SmugMug Terms Of Use
I thought when I signed up for smugmug, my photos would be available online forever (or at least as long as smugmug was in business). I probably didn’t read the terms of use carefully enough, because I received a renewal notice recently, from which I quote:
We know how important your photos are so we’ll do our best to reach you
before your account is made inactive or any photos are deleted.
Technorati Tags: Smugmug

September 9th, 2006 at 10:57 am
Hi Doug,
I’m the CEO & Chief Geek at SmugMug.
I’m sorry for any confusion that message may have caused you, and would like to figure out how we can avoid causing any confusion in the future. Maybe our wording is off? Anyway, here’s the scoop:
First of all, we will do our best to keep your photos online forever - as long as you pay your subscription fee. I’m afraid we’re not in the business of providing unlimited free storage forever for everyone.
We’re so sensitive to the fear of losing your photos, we’ll keep your account online and your photos active so you can save them long after you’ve stopped paying us, though. There are accounts at SmugMug that are more than two years overdue and we still haven’t closed the accounts or deleted their photos.
Eventually, though, we’ll have to do it - we’re losing money on those accounts and at some point we’ll just have to realize that they’re not our customer anymore and hope they have copies of their photos somewhere else.
(During this period, they cannot add any new photos, but they can view, save, and archive their existing photos - or pay the subscription fee to have their account fully enabled again). Also during this period, we’ve made every attempt we know how to make to contact each person and let them know that their photos may be deleted and they should make copies.
At SmugMug, we consider it a core value to make it easy to leave our service. We provide multiple ways to get your photos back out of our system, so you’re free to retrieve the photos and stick them somewhere else at any time. They’re your photos, not ours, so we’re not going to hold them hostage.
See: http://blogs.smugmug.com/onethumb/2005/07/06/vendor-lock-in-sucks-making-it-easy-to-leave-smugmug/
I hope that makes sense. Now, knowing that, I have a few questions for you:
- Does this sound fair and reasonable? If no, why not?

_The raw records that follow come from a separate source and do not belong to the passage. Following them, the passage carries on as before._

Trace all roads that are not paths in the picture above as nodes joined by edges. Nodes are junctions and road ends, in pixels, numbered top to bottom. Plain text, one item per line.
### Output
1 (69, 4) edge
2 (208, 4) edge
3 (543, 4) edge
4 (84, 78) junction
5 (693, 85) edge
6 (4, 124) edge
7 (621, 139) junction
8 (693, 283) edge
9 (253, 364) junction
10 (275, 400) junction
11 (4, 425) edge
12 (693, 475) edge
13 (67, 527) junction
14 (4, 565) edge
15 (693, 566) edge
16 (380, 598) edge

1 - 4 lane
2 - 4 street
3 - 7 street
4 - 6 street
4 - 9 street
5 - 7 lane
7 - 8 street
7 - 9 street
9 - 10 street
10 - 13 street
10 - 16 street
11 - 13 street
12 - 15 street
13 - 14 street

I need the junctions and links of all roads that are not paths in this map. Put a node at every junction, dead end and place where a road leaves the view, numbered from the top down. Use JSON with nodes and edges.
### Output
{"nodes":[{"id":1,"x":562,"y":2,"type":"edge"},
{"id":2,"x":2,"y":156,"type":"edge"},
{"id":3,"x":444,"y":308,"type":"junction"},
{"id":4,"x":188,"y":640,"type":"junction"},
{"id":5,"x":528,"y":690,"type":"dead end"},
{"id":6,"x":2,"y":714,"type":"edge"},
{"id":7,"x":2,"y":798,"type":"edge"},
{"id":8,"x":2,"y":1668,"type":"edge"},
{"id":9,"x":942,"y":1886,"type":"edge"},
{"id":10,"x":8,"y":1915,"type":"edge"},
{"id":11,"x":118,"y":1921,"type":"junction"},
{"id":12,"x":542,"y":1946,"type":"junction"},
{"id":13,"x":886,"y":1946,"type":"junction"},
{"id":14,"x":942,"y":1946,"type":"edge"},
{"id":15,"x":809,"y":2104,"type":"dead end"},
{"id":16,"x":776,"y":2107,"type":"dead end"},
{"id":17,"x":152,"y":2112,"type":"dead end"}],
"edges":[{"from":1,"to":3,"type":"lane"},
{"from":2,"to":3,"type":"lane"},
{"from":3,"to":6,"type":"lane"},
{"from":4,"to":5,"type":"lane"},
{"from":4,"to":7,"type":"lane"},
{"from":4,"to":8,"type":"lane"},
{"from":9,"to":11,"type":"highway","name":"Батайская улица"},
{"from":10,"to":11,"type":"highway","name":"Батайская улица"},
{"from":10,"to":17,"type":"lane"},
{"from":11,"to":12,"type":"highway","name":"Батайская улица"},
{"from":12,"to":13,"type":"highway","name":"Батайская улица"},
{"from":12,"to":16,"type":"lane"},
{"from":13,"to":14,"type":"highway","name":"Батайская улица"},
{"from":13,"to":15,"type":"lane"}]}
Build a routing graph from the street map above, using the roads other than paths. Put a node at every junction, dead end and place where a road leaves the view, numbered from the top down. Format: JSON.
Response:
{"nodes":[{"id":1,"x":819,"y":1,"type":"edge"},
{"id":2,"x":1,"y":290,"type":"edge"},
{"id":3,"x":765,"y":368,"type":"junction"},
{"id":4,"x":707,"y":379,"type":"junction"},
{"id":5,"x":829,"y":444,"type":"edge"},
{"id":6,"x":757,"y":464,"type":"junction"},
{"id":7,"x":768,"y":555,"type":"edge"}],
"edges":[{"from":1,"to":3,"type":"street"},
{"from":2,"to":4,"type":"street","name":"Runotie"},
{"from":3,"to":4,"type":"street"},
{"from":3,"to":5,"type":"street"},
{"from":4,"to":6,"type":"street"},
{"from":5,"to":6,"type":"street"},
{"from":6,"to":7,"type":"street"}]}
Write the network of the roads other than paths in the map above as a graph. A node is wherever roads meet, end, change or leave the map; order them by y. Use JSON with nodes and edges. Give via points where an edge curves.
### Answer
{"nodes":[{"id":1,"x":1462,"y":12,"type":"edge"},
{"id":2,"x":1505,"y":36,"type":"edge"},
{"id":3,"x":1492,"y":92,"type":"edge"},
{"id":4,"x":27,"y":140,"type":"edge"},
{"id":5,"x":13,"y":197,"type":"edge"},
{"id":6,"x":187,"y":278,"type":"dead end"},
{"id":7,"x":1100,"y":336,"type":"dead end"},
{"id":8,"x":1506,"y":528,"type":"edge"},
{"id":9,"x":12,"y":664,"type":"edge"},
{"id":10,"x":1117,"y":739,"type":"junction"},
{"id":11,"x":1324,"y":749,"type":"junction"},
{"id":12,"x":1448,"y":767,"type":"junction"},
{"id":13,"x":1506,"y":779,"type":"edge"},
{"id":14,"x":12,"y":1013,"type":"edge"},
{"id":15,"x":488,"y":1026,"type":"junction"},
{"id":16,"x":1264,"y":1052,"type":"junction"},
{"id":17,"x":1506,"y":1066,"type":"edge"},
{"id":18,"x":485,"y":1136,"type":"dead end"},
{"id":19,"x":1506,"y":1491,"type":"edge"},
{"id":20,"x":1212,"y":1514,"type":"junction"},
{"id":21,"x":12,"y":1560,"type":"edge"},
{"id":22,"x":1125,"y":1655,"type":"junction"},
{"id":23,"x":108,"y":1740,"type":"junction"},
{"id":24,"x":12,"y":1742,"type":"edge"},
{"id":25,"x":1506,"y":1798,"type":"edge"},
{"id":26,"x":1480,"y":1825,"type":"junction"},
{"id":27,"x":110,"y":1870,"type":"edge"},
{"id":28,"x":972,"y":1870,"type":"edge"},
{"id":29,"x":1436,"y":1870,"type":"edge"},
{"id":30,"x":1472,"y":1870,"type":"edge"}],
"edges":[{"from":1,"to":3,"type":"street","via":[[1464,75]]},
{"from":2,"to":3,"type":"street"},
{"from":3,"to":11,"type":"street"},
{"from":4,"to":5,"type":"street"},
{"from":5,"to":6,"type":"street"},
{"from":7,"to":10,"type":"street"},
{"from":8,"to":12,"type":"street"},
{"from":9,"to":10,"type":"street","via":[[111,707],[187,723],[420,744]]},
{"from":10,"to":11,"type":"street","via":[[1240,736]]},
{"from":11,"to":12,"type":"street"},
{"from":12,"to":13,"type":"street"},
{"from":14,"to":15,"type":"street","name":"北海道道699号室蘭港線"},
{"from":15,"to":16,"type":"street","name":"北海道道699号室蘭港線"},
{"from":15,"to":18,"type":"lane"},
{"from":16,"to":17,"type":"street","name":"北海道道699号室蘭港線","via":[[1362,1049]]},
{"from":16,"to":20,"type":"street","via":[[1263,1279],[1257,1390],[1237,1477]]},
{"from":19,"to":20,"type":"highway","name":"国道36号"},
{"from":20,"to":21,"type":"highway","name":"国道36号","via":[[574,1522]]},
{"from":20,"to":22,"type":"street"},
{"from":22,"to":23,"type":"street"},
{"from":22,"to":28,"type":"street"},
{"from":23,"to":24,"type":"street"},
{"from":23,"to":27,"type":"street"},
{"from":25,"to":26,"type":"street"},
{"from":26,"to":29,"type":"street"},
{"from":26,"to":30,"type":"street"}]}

- If it does sound fair and reasonable, do you have any pointers for how we can change our message to make it more clear that there’s no nefarious agenda here to delete your photos without notice?
Thanks,
Don
September 9th, 2006 at 12:32 pm
It seems fair and I wasn’t complaining, just saying I was caught off guard. I probably didn’t read something presented to me carefully or at all, I basically signed up because Gord and Zoe did and the price seemed right.
I did have some photos dissappear without warning off one of your competitors sites, so I am a little sensitive to that issue. I certainly don’t feel I indicated there was a nefarious agenda to delete photos without warning - my post after all did indicate that I received a warning.
What concerns me a little is that photos might dissapear that have been linked from blogs (i.e. the medium and small sizes available from smugmug for blogging purposes, like
). One would hope these URIs would be permanent along with the resources they represent, and I do think its within reason SmugMug would make those available permanently even if you don’t keep the full resolution ones around.